If I do get reincarnated, then I hope I can be a Hero. Or maybe a Prince to a powerful and noble kingdom. That would work too. I think I’ve been a fairly good person before I died, so I probably acquired a few karma points. If they base reincarnation off of the good deeds you did in your previous life, then I think I’m ahead. Hopefully, they’re enough to give me a good head start in my next life.
If not anything grandiose like Hero or Prince, then at the very least, I hope to still be human. It’d be awkward to end up as a fish, or worse, a plant. Will I even be able to think as a plant? Rather than thinking, if someone were to step on me as a plant, won’t I die? I don’t want to die again… Scary. That type of life is definetely scary.
I sincerely hope that I don’t end up being a plant. For now, let’s pray that I end up being a hero. If not, then a prince. If I can’t be a prince, then a human. If I can’t even be that, then at least something that can move. Anything but plant. Say no to plant life.
While holding in such thoughts deep in my heart (although in retrospect, I currently don’t have a heart), I waited.
…….
I don’t know how long I’ve waited.
Probably about 5 minutes. Or was it 1000 years? I don’t know. In here, where the only companion is the darkness and my derailing thoughts, keeping track of time is hard. At the very least, I feel like I’ve waited for too long.
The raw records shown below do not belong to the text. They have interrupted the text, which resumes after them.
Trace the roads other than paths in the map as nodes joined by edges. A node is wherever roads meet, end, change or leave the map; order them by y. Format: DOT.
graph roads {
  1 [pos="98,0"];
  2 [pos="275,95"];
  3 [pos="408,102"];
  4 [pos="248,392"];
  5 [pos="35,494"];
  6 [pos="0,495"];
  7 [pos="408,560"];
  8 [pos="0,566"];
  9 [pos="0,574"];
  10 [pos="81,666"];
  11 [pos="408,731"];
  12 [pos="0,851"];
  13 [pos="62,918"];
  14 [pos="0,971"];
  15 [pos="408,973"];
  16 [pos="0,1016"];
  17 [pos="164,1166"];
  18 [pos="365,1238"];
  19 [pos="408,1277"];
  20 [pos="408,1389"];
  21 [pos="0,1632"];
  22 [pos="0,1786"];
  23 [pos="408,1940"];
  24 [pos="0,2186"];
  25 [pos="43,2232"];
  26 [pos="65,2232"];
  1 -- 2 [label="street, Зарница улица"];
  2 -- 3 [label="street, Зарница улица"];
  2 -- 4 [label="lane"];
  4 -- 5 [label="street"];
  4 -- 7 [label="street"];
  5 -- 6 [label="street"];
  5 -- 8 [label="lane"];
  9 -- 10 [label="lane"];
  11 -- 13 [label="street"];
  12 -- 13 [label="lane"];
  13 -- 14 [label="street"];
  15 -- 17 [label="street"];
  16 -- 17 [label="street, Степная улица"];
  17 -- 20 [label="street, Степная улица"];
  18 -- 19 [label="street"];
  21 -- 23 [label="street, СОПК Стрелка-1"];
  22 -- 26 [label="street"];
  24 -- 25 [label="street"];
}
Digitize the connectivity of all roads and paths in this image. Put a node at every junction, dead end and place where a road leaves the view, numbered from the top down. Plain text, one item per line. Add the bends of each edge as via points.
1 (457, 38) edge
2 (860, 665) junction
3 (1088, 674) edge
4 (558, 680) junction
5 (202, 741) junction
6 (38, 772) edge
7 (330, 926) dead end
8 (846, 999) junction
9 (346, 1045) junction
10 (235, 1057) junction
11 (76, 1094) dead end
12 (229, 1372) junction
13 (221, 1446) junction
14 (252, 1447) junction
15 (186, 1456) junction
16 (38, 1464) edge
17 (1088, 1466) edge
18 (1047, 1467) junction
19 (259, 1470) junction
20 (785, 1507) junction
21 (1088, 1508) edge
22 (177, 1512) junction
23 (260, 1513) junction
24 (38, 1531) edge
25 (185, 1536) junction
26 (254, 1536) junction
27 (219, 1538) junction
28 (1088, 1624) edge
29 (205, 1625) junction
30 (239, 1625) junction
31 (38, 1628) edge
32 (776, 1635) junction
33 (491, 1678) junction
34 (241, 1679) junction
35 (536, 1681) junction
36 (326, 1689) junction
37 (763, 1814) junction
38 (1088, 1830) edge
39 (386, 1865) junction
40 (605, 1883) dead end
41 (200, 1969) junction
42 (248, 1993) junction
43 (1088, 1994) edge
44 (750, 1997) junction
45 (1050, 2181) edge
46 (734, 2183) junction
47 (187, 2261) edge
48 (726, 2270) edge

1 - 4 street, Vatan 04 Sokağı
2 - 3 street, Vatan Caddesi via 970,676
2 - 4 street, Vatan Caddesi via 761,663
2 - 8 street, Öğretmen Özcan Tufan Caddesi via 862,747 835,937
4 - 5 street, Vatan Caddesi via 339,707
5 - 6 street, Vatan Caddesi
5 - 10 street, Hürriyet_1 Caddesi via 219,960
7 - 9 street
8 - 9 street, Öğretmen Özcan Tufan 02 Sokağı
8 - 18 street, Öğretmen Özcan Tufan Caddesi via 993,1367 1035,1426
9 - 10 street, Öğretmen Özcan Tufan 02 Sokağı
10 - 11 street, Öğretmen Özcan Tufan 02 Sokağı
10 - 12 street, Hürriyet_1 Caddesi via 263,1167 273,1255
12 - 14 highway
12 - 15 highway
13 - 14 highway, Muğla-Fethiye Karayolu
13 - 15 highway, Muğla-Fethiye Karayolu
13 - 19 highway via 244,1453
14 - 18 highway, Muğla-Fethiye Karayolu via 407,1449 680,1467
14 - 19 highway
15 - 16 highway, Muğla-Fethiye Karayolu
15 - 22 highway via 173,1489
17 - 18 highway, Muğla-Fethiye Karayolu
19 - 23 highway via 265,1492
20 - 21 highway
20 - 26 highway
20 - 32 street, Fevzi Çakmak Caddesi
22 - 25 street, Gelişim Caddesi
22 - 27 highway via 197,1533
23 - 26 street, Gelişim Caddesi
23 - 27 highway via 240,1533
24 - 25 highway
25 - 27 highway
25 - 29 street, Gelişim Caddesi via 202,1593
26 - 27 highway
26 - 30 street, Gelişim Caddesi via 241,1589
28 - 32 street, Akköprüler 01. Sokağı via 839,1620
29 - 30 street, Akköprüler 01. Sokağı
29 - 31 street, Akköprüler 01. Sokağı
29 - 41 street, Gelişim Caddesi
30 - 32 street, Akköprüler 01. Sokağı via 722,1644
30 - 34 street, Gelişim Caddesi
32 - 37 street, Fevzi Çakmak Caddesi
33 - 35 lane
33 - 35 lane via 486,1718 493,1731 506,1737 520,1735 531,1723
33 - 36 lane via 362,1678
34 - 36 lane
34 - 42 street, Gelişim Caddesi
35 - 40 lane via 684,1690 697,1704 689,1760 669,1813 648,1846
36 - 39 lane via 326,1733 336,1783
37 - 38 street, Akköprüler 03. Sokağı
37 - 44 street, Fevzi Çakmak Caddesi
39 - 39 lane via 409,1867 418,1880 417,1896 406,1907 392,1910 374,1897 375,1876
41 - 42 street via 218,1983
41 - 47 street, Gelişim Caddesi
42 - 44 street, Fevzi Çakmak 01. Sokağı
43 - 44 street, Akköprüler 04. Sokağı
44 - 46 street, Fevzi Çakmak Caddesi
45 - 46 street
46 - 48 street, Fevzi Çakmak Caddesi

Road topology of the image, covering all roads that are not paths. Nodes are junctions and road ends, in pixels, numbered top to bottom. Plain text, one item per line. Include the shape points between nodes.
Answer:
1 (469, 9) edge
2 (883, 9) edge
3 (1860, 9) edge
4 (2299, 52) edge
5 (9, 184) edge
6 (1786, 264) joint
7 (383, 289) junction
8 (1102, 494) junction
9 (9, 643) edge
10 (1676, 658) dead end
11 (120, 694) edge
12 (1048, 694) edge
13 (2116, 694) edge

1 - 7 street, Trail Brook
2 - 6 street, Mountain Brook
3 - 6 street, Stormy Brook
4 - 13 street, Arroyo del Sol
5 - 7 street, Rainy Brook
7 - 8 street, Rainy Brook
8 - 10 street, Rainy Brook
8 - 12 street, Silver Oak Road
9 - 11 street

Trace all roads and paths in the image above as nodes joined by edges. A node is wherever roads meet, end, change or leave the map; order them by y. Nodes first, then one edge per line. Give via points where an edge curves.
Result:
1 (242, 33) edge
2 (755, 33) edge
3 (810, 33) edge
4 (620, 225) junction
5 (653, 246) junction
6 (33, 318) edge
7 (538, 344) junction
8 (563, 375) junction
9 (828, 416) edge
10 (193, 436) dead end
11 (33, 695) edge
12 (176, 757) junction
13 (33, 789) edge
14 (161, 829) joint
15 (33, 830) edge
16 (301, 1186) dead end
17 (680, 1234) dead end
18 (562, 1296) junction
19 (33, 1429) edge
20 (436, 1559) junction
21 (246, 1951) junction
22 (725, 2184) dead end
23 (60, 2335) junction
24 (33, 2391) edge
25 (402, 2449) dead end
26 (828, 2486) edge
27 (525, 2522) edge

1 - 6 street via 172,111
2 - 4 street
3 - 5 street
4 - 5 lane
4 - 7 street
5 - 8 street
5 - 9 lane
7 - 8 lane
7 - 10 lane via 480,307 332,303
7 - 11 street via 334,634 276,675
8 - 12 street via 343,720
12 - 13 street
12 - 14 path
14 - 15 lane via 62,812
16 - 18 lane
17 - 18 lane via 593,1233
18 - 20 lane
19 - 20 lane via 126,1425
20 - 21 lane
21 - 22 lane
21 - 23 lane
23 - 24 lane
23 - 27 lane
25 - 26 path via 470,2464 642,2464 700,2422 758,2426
Fortunately, that wait comes to an end right now. Since, after a long time of waiting, there’s finally a change to my surroundings.
A light, an impossibly bright light.
It's getting larger and larger. Getting warmer and warmer, as if it wants to envelope me in a soft embrace. I want to reciprocate that embrace. I tried to extend my arms towards the light, but unfortunately, I don’t have arms. For now, let’s extend some imaginary arms and give the light a big imaginary hug.
[Ding!]
[New Skill Acquired, Telekinesis Lv 1]
Oh?
Something interesting happened, but now’s not the time for that.
My time’s finally come. What happens next will surely be a fun experience.
Let’s go! My second life experience! Reincarnate as a noble Hero! I can already see my destiny, Fuhahaha! Watch me! I’ll go save the world and get a Princess Wife! Here I come! I’m ready! Take me now!!!!!!!!!
…..
…..
……
Wait.
Something’s not right.
Wait, wait, wait.
Can I restart?
This doesn’t seem correct.
The face I’m currently looking up at…. That… although it looks like it, it’s definitely not human. There’s too much hair.
Something’s not right. Oi, what the hell.
No matter how I look at it… I’ve definitely been reincarnated as a monkey.